Now, let’s build simple regression models based on the selected attributes.
model1 <- annual_salary ~ age + gender
summary(lm(formula = model1, data = transactionData2))
##
## Call:
## lm(formula = model1, data = transactionData2)
##
## Residuals:
## Min 1Q Median 3Q Max
## -92917 -53637 -12854 32641 333039
##
## Coefficients:
## Estimate Std.

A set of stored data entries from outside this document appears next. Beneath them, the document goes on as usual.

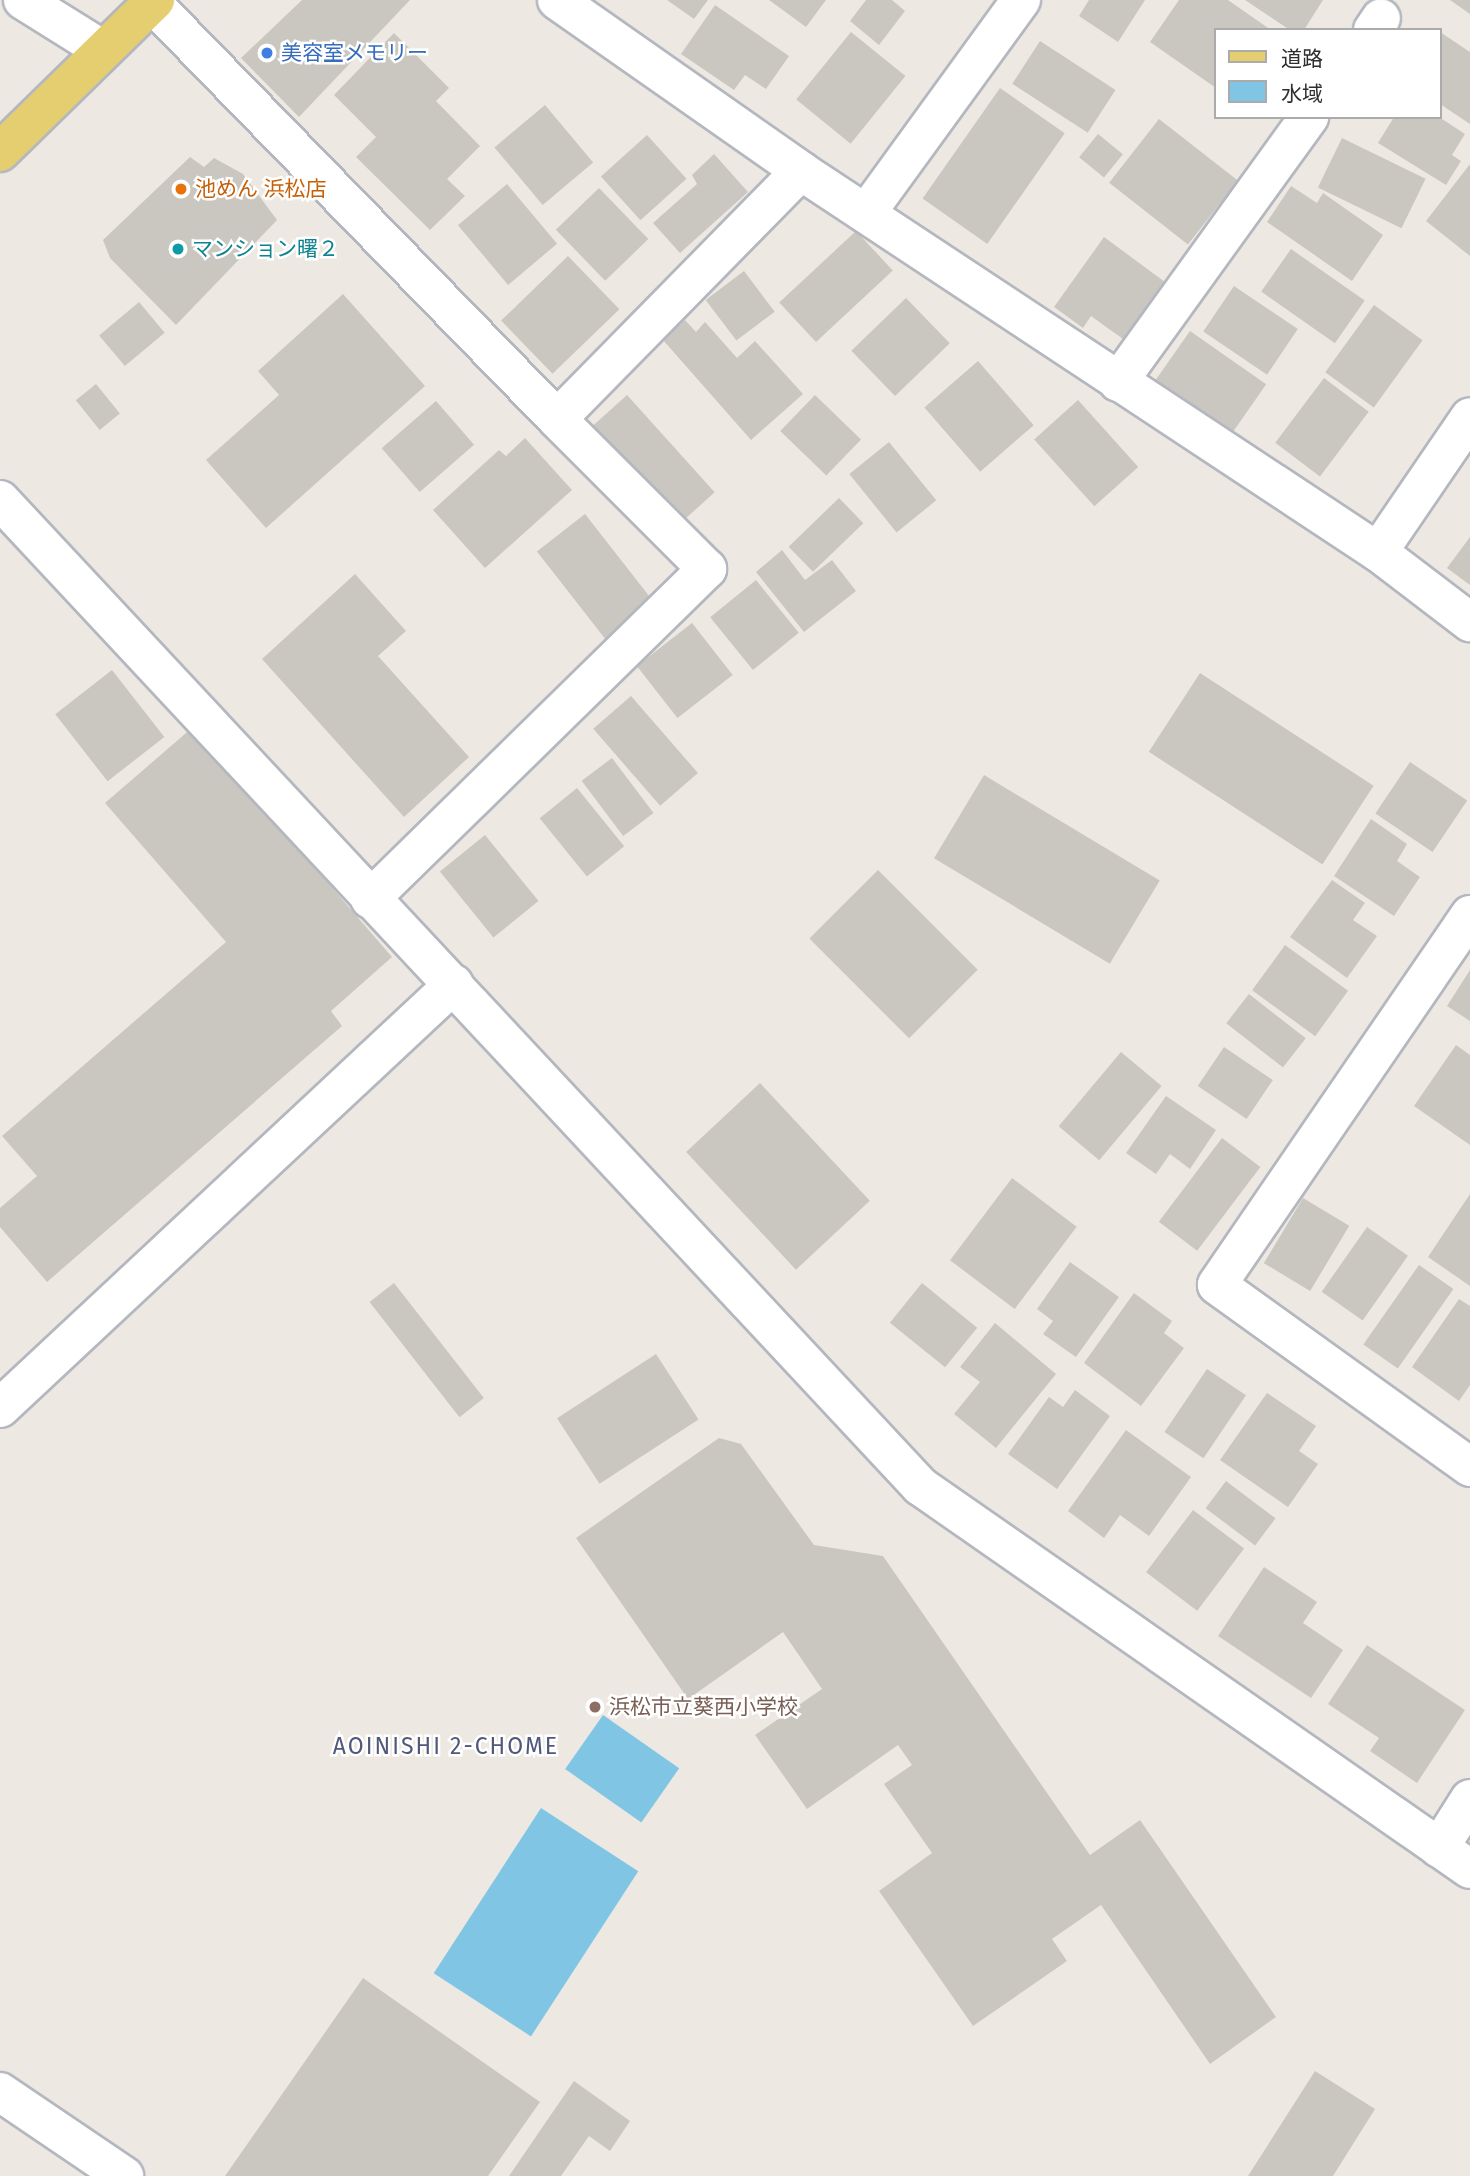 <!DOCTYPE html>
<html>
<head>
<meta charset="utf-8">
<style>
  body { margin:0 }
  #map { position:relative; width:1470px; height:2176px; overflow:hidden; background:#ede9e2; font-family:"Fira Sans","Noto Sans JP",sans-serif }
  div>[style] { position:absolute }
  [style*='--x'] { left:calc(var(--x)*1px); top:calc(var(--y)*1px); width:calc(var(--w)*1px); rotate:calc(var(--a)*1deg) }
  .water>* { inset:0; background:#80c6e4; transform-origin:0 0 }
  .building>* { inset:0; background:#cac7c0; transform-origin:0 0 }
  .roads { filter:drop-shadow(2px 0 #b5b7c0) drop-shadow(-2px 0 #b5b7c0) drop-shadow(0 2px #b5b7c0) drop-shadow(0 -2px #b5b7c0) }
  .minor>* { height:38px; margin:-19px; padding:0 19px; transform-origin:19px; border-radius:19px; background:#fff }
  .major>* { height:38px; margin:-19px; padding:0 19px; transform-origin:19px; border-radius:19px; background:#e4ce70 }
  .dots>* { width:19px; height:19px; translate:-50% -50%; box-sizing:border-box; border:4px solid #fff; border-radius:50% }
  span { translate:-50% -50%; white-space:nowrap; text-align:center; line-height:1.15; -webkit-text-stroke:5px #fff; paint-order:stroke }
  .shop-label { font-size:21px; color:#366cbe }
  .left { translate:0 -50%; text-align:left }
  .food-label { font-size:21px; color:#c56008 }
  .culture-label { font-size:21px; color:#0d838f }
  .education-label { font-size:21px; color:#785e54 }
  .neighbourhood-label { font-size:23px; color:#52587b; letter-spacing:2px }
  .legend { position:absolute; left:1214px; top:28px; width:228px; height:91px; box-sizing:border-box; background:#fff; border:2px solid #ababab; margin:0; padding:9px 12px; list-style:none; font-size:21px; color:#2e2e2e }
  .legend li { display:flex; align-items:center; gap:14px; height:35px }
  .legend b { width:35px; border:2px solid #ababab }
</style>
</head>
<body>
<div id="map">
  <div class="water">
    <div style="left:603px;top:1715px;width:93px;height:66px;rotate:35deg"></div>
    <div style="left:541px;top:1808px;width:116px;height:197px;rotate:33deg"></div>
  </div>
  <div class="building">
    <div style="clip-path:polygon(302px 0,410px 0,299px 117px,241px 58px)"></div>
    <div style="clip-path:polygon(667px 0,708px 0,694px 19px)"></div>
    <div style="clip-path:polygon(769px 0,826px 0,806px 27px)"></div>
    <div style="clip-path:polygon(866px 0,892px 0,905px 11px,879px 45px,850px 21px)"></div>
    <div style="clip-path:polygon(1089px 0,1145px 0,1118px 42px,1079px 16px)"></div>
    <div style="clip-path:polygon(1179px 0,1228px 0,1271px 30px,1216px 30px,1216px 88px,1150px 42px)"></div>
    <div style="clip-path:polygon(1245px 0,1323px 0,1304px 30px,1290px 30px)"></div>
    <div style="clip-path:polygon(1450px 0,1470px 0,1470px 14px)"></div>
    <div style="clip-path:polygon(715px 5px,789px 56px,766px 89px,745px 75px,734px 90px,681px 54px)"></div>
    <div style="left:851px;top:32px;width:70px;height:87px;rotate:39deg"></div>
    <div style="clip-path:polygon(1440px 32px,1470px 52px,1470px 124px,1440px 104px)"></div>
    <div style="clip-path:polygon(394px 33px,449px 88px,436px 101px,480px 146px,447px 179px,465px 196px,430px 230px,356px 157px,376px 137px,334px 95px)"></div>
    <div style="left:1040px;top:41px;width:90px;height:51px;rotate:33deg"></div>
    <div style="left:1000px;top:88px;width:79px;height:135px;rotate:35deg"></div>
    <div style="left:545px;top:105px;width:75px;height:66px;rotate:50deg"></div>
    <div style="clip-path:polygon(1394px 117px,1439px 117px,1465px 134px,1452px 155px,1461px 161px,1446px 185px,1378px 143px)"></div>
    <div style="left:1159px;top:119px;width:100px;height:81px;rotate:38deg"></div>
    <div style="left:1098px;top:134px;width:32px;height:30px;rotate:39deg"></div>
    <div style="left:647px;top:135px;width:59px;height:62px;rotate:48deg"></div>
    <div style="left:1342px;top:138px;width:93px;height:55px;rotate:26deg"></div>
    <div style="clip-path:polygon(714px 154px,748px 192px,680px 253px,653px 223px,697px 184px,692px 175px)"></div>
    <div style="clip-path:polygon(190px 157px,204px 167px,214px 158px,243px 174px,277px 220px,176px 325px,110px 258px,103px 240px)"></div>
    <div style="clip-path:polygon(1470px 164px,1470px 256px,1426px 221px)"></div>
    <div style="left:507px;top:184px;width:78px;height:64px;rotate:50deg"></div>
    <div style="clip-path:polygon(1291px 186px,1317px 203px,1323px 193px,1383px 235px,1352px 281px,1267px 222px)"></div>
    <div style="left:599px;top:188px;width:71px;height:60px;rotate:46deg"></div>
    <div style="left:856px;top:231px;width:54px;height:105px;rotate:47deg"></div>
    <div style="clip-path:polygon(1104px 237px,1165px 282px,1123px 339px,1091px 316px,1083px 328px,1054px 307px)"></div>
    <div style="left:1291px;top:249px;width:90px;height:52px;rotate:35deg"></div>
    <div style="left:568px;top:256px;width:74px;height:93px;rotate:46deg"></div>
    <div style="left:744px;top:271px;width:51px;height:48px;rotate:53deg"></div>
    <div style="left:1234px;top:286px;width:77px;height:55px;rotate:34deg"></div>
    <div style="clip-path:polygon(343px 294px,425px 386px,266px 528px,206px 460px,279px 395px,258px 371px)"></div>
    <div style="left:906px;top:298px;width:63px;height:76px;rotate:46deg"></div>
    <div style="left:139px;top:302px;width:40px;height:52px;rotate:50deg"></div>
    <div style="left:1374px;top:305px;width:60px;height:83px;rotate:36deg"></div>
    <div style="clip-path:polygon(685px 320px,696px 332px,705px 322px,737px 358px,755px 341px,803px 394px,751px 440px,663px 340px)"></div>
    <div style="left:1190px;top:331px;width:93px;height:62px;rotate:35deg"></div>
    <div style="left:978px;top:361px;width:85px;height:71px;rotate:49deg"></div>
    <div style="left:1324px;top:378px;width:56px;height:81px;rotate:37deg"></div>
    <div style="left:96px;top:384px;width:38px;height:26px;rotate:51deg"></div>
    <div style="left:627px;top:395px;width:131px;height:47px;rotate:48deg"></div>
    <div style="left:815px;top:395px;width:64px;height:50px;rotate:44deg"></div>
    <div style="left:1078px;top:400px;width:90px;height:59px;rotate:48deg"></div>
    <div style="left:436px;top:401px;width:58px;height:72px;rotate:49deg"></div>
    <div style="clip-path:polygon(525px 438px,572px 490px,485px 568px,433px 510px,499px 450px,506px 456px)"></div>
    <div style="left:889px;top:442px;width:75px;height:51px;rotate:51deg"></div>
    <div style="left:839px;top:498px;width:35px;height:70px;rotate:46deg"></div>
    <div style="left:585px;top:514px;width:112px;height:61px;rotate:52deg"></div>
    <div style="clip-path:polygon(1470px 537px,1470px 585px,1447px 568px)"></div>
    <div style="clip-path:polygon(782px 550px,805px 580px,832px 560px,856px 591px,804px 632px,756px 572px)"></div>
    <div style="clip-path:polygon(355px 574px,406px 631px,378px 656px,469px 757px,404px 817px,262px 659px)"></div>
    <div style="left:756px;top:580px;width:68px;height:59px;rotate:51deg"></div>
    <div style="left:692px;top:623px;width:66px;height:70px;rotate:52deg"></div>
    <div style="left:112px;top:670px;width:85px;height:72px;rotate:52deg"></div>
    <div style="left:1200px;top:673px;width:207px;height:94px;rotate:33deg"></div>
    <div style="left:631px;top:696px;width:102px;height:50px;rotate:49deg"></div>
    <div style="clip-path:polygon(193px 727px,392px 957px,331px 1011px,342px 1026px,47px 1282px,0 1227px,0 1208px,37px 1176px,2px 1136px,226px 942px,105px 803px)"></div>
    <div style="left:612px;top:758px;width:69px;height:38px;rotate:53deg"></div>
    <div style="left:1410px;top:762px;width:69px;height:62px;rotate:34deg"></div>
    <div style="left:984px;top:775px;width:205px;height:97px;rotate:31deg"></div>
    <div style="left:577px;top:788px;width:75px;height:48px;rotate:51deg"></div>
    <div style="clip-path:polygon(1371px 819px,1407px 844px,1397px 861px,1420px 877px,1394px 916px,1334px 876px)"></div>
    <div style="left:485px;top:835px;width:85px;height:58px;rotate:51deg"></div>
    <div style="left:878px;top:870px;width:141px;height:97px;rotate:45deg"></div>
    <div style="clip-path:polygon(1332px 880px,1365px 903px,1353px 920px,1377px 936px,1347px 978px,1290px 937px)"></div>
    <div style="left:1285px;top:945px;width:78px;height:56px;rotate:36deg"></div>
    <div style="clip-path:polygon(1470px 970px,1470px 1021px,1447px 1006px)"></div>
    <div style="left:1249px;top:994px;width:72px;height:37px;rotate:38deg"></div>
    <div style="clip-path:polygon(1456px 1045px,1470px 1055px,1470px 1145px,1414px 1106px)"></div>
    <div style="left:1224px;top:1047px;width:59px;height:47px;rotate:34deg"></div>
    <div style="left:1121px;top:1052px;width:53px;height:97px;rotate:40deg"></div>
    <div style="left:760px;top:1083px;width:161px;height:101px;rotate:47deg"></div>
    <div style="clip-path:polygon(1166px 1096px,1216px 1130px,1190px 1169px,1170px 1154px,1156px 1174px,1126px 1153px)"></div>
    <div style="left:1222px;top:1138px;width:48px;height:105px;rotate:37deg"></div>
    <div style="left:1012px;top:1178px;width:81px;height:103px;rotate:37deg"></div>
    <div style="clip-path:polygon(1470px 1194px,1470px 1286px,1428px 1257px)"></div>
    <div style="left:1303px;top:1198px;width:54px;height:76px;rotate:31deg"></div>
    <div style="left:1367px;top:1227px;width:50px;height:79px;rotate:35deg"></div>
    <div style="clip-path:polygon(1070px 1262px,1119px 1297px,1076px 1357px,1043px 1334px,1053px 1321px,1037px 1309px)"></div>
    <div style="left:1419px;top:1265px;width:42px;height:97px;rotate:35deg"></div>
    <div style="left:394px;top:1283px;width:146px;height:31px;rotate:52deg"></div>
    <div style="left:922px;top:1283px;width:71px;height:51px;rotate:39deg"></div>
    <div style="clip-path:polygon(1134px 1293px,1172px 1321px,1164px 1333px,1184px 1348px,1141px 1406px,1084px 1363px)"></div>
    <div style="clip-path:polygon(1459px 1299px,1470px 1306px,1470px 1385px,1459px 1401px,1412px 1367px)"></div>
    <div style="clip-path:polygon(995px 1323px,1056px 1374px,996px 1448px,954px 1414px,980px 1382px,960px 1367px)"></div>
    <div style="left:656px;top:1354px;width:78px;height:118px;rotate:57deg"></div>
    <div style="left:1207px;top:1369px;width:47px;height:76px;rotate:34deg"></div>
    <div style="clip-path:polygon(1075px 1390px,1110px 1416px,1057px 1489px,1008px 1454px,1049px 1397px,1063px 1407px)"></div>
    <div style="clip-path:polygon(1267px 1393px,1316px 1426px,1299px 1451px,1318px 1464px,1288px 1507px,1220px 1460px)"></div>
    <div style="clip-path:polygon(1126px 1430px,1191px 1477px,1149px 1536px,1120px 1515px,1104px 1538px,1068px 1511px)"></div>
    <div style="clip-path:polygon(719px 1438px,741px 1444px,814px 1545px,883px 1556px,1090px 1855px,1140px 1820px,1276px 2017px,1210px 2064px,1101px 1905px,1052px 1939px,1067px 1961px,973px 2026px,879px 1891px,932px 1853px,884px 1784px,912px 1765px,898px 1745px,807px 1809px,755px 1735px,822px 1689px,783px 1632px,688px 1699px,576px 1538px)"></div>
    <div style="left:1226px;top:1481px;width:62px;height:34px;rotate:37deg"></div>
    <div style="left:1193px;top:1510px;width:64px;height:78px;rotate:37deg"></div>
    <div style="clip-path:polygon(1264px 1567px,1317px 1602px,1303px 1623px,1343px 1650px,1311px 1698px,1218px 1636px)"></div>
    <div style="clip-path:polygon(1367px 1645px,1465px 1710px,1417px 1783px,1370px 1751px,1379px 1738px,1328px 1704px)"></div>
    <div style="clip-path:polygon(363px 1978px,540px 2102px,488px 2176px,225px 2176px)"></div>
    <div style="clip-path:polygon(1315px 2071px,1375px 2109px,1333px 2176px,1248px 2176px)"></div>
    <div style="clip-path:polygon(574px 2081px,630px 2121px,610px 2151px,589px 2136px,561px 2176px,509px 2176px)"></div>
  </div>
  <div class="roads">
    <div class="minor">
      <div style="--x:23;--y:0;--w:94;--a:32"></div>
      <div style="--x:557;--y:0;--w:298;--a:35"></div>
      <div style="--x:801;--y:171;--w:691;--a:33.44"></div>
      <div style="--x:1378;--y:552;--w:116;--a:37.3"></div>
      <div style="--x:152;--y:3;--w:581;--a:45.77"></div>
      <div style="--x:1373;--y:30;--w:14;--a:-56"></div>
      <div style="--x:867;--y:212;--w:262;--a:-54"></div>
      <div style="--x:1118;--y:382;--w:327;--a:-54.2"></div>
      <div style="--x:0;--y:500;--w:1349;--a:46.98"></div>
      <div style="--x:920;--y:1486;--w:670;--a:34.85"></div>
      <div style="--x:1378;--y:552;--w:163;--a:-55.7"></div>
      <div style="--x:370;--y:899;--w:472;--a:-44.4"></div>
      <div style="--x:707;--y:569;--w:212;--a:-135"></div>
      <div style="--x:557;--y:419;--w:348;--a:-45.5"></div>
      <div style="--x:1470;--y:915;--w:448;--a:124.4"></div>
      <div style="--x:1217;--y:1285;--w:312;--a:35.7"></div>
      <div style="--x:0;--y:1408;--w:621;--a:-43.04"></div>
      <div style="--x:1439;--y:1848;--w:58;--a:-57.7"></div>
      <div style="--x:0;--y:2092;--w:150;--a:34.1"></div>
    </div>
    <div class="major">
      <div style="--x:0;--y:152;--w:217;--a:-44.4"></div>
    </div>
  </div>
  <div class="dots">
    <div style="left:267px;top:53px;background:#3f7fe0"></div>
    <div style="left:181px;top:189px;background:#e8710a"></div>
    <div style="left:178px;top:249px;background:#0f9aa8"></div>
    <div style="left:595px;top:1707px;background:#8d6e63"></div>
  </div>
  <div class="shop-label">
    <span class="left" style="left:281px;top:53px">美容室メモリー</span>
  </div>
  <div class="food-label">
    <span class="left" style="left:195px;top:189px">池めん 浜松店</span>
  </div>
  <div class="culture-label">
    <span class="left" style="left:192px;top:249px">マンション曙２</span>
  </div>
  <div class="education-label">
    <span class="left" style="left:609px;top:1707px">浜松市立葵西小学校</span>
  </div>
  <div class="neighbourhood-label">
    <span style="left:446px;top:1746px">AOINISHI 2-CHOME</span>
  </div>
  <ul class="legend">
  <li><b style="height:9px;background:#e4ce70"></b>道路</li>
  <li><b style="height:19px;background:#80c6e4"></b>水域</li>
  </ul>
</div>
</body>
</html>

Error t value Pr(>|t|)
## (Intercept) 123144.2 2186.9 56.311 <2e-16 ***
## age -626.4 64.8 -9.667 <2e-16 ***
## genderM 28344.4 1303.2 21.750 <2e-16 ***
## ---
## Signif. codes: 0 '***' 0.001 '**' 0.01 '*' 0.05 '.' 0.1 ' ' 1
##
## Residual standard error: 71430 on 12040 degrees of freedom
## Multiple R-squared: 0.04457, Adjusted R-squared: 0.04442
## F-statistic: 280.9 on 2 and 12040 DF, p-value: < 2.2e-16
The p-values of all attributes in model1 are less than 0.05; however, the R-squared is too small to show it is an accurate model.
model2 <- annual_salary ~ age + gender + state
summary(lm(formula = model2, data = transactionData2))
##
## Call:
## lm(formula = model2, data = transactionData2)
##
## Residuals:
## Min 1Q Median 3Q Max
## -102448 -49412 -12313 35770 317533
##
## Coefficients:
## Estimate Std. Error t value Pr(>|t|)
## (Intercept) 70212.80 11483.86 6.114 1.00e-09 ***
## age -303.45 68.02 -4.461 8.23e-06 ***
## genderM 33938.28 1332.93 25.461 < 2e-16 ***
## stateNSW 36312.85 11179.16 3.248 0.001164 **
## stateNT 86812.25 11735.79 7.397 1.48e-13 ***
## stateQLD 40849.39 11190.35 3.650 0.000263 ***
## stateSA 77286.55 11393.03 6.784 1.23e-11 ***
## stateTAS -20839.91 13486.84 -1.545 0.122324
## stateVIC 25763.97 11145.27 2.312 0.020814 *
## stateWA 49925.10 11242.96 4.441 9.05e-06 ***
## ---
## Signif. codes: 0 '***' 0.001 '**' 0.01 '*' 0.05 '.' 0.1 ' ' 1
##
## Residual standard error: 69910 on 11910 degrees of freedom
## (123 observations deleted due to missingness)
## Multiple R-squared: 0.08949, Adjusted R-squared: 0.0888
## F-statistic: 130.1 on 9 and 11910 DF, p-value: < 2.2e-16
The p-values of all attributes in model2 are less than 0.05. And the R-squared in model2 is larger than that in model1, but it is still too small to show it is an accurate model. Next, we should try to fit decision-tree models to see whether we could a more accurate model.
set.seed(123)
ind <- sample(2, nrow(transactionData2), replace = T , prob = c(0.5,0.5))
train <- transactionData2[ind == 1, ]
test <- transactionData2[ind == 2, ]
### Tree Classification
tree1 <- rpart(model1, data = train)
tree2 <- rpart(model2, data = train)
### Prediction
p1 <- predict(tree1, train)
### Root Mean Square Error
sqrt(mean(train$annual_salary - p1)^2)
## [1] 5.801124e-11
### R Square
(cor(train$annual_salary,p1))^2
## [1] 0.4380375
### Prediction
p2 <- predict(tree2, train)
### Root Mean Square Error
sqrt(mean(train$annual_salary - p2)^2)
## [1] 8.736721e-11
### R Square
(cor(train$annual_salary,p2))^2
## [1] 0.7847837
Overall, the decision-tree models have much higher accuracy than the simple regression models have.
The decision-tree model with model2 has the higher accuracy compared to the decision-tree model with model1. As a result, we would recommend the decision-tree model with model2 as our final model for prediction.